CAMK2D De Novo Missense Variant in Patient with Syndromic Neurodevelopmental Disorder: A Case Report

Abstract

Background: Intellectual disability with developmental delay is the most common developmental disorder. However, this diagnosis is rarely associated with congenital cardiomyopathy. In the current report, we present the case of a patient suffering from dilated cardiomyopathy and developmental delay.

Methods: Neurological pathology in a newborn was diagnosed immediately after birth, and the acquisition of psychomotor skills lagged behind by 3-4 months during the first year of life. WES analysis of the proband did not reveal a causal variant, so the search was extended to trio.

Results: Trio sequencing revealed a de novo missense variant in the CAMK2D gene (p.Arg275His), that is, according to the OMIM database and available literature, not currently associated with any specific inborn disease. The expression of Ca²⁺/calmodulin-dependent protein kinase II delta (CaMKIIδ) protein is known to be increased in the heart tissues from patients with dilated cardiomyopathy. The functional effect of the CaMKIIδ Arg275His mutant was recently reported; however, no specific mechanism of its pathogenicity was proposed. A structural analysis and comparison of available three-dimensional structures of CaMKIIδ confirmed the probable pathogenicity of the observed missense variant.

Conclusions: We suggest that the CaMKIIδ Arg275His variant is highly likely the cause of dilated cardiomyopathy and neurodevelopmental disorders.

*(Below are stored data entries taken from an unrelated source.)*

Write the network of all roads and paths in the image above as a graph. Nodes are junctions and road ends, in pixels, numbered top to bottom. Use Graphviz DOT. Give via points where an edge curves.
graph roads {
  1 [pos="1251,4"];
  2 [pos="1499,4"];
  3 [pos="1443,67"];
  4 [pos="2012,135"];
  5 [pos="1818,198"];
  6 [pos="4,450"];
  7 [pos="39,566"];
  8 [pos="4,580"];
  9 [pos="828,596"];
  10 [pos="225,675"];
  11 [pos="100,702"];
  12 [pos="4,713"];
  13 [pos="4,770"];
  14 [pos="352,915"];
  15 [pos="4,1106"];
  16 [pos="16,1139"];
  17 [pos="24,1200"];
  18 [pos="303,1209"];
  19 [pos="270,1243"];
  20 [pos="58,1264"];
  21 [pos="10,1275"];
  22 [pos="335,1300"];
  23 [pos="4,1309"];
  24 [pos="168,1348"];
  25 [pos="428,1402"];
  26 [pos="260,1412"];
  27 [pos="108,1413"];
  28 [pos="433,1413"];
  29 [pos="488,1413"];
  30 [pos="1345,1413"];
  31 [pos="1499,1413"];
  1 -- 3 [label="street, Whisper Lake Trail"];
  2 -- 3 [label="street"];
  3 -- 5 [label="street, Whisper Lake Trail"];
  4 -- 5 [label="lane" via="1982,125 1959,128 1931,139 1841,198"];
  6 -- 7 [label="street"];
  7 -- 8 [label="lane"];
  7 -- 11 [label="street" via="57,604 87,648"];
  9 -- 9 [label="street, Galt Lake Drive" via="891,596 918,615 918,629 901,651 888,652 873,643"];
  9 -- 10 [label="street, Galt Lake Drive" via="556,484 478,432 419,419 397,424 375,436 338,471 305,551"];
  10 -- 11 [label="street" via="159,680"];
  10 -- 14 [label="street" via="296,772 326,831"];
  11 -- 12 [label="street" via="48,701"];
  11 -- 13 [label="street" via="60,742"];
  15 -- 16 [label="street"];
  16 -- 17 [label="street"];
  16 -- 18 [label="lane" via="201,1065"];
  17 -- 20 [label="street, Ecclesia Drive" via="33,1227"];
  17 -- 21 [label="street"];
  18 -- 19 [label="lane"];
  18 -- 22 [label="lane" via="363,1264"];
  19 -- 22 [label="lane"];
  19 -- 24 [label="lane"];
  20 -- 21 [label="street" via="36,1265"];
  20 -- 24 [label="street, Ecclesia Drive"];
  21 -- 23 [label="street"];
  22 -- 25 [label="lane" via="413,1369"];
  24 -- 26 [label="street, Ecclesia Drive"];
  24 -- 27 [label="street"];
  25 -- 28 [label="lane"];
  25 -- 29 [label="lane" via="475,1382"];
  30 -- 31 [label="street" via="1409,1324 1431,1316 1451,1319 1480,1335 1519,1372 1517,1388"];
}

Keywords: CAMK2D; Ca2+/calmodulin-dependent protein kinase II delta; WES; dilated cardiomyopathy; neurodevelopmental disorder; trio; whole exome sequencing.

Figure 5

(a) Autoinhibited state of CaMKIIδ (PDB ID 2vn9). The inhibitory αI helix is shown in red. Ala279 forms a hydrogen bond with Arg275, which may facilitate the binding of the adjacent αI helix. (b) Ca²⁺/calmodulin-bound state of CaMKIIδ (PDB ID 2wel). Ala279 is displaced with the Arg275 side chain and located at an unfolded region. The Arg275His substitution, shown in yellow, was modeled with Swiss-PdbViewer [20]. Missing residues 277–280 of the unfolded region were constructed with RCD+ [21]. The figure was prepared using VMD [22].

Figure 1

Fetal cardiothoracic ratio: 31 weeks of gestation.

Figure 2

Phenotypic features at the age of 8 months of life. (a,b) Frontal bossing, underfolded cleft helix, prominent superior crus of antihelix, serpiginous left antihelix stem. The parents granted permission to publish their child’s photographs.

Figure 3

Echocardiography picture of the left ventricle at the age of 3 years (M-mode): EDVT = 139.96 mL, ESVT = 73.08 mL, SV = 66.88 mL, EF = 47.79%, FS = 24.26%, HR = 82(2) Bpm. The white numbers indicate the systolic and diastolic cardiac cycle.

Figure 4

(a) Variant shown in IGV viewer in the proband reads and absent in the parent samples; (b) trio Sanger sequencing.